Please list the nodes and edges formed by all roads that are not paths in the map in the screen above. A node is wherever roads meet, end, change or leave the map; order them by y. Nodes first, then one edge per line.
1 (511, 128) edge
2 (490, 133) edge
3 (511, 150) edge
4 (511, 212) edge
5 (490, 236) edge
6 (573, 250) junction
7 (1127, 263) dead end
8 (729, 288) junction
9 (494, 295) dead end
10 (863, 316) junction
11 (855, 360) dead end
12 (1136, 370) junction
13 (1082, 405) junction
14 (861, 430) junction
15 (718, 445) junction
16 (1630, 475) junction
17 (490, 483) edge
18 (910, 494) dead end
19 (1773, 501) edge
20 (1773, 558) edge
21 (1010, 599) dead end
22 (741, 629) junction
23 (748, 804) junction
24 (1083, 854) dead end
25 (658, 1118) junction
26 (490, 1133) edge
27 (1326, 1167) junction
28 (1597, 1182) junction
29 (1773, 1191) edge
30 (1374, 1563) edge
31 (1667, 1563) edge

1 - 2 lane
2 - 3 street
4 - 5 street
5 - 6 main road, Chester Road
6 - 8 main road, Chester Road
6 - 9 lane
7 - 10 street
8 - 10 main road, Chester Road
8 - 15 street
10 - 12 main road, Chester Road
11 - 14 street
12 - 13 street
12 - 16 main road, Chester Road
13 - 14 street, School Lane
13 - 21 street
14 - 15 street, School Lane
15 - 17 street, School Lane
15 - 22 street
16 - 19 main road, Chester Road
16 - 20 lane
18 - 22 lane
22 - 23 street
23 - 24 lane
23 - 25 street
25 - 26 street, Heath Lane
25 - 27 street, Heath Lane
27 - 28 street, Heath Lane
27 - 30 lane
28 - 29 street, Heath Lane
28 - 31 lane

--------------------

▶ The problem
Set the data down again in full, exactly as given.

▶ Answer to this task
Please list the nodes and edges formed by all roads that are not paths in the map in the screen above. A node is wherever roads meet, end, change or leave the map; order them by y. Nodes first, then one edge per line.
1 (511, 128) edge
2 (490, 133) edge
3 (511, 150) edge
4 (511, 212) edge
5 (490, 236) edge
6 (573, 250) junction
7 (1127, 263) dead end
8 (729, 288) junction
9 (494, 295) dead end
10 (863, 316) junction
11 (855, 360) dead end
12 (1136, 370) junction
13 (1082, 405) junction
14 (861, 430) junction
15 (718, 445) junction
16 (1630, 475) junction
17 (490, 483) edge
18 (910, 494) dead end
19 (1773, 501) edge
20 (1773, 558) edge
21 (1010, 599) dead end
22 (741, 629) junction
23 (748, 804) junction
24 (1083, 854) dead end
25 (658, 1118) junction
26 (490, 1133) edge
27 (1326, 1167) junction
28 (1597, 1182) junction
29 (1773, 1191) edge
30 (1374, 1563) edge
31 (1667, 1563) edge

1 - 2 lane
2 - 3 street
4 - 5 street
5 - 6 main road, Chester Road
6 - 8 main road, Chester Road
6 - 9 lane
7 - 10 street
8 - 10 main road, Chester Road
8 - 15 street
10 - 12 main road, Chester Road
11 - 14 street
12 - 13 street
12 - 16 main road, Chester Road
13 - 14 street, School Lane
13 - 21 street
14 - 15 street, School Lane
15 - 17 street, School Lane
15 - 22 street
16 - 19 main road, Chester Road
16 - 20 lane
18 - 22 lane
22 - 23 street
23 - 24 lane
23 - 25 street
25 - 26 street, Heath Lane
25 - 27 street, Heath Lane
27 - 28 street, Heath Lane
27 - 30 lane
28 - 29 street, Heath Lane
28 - 31 lane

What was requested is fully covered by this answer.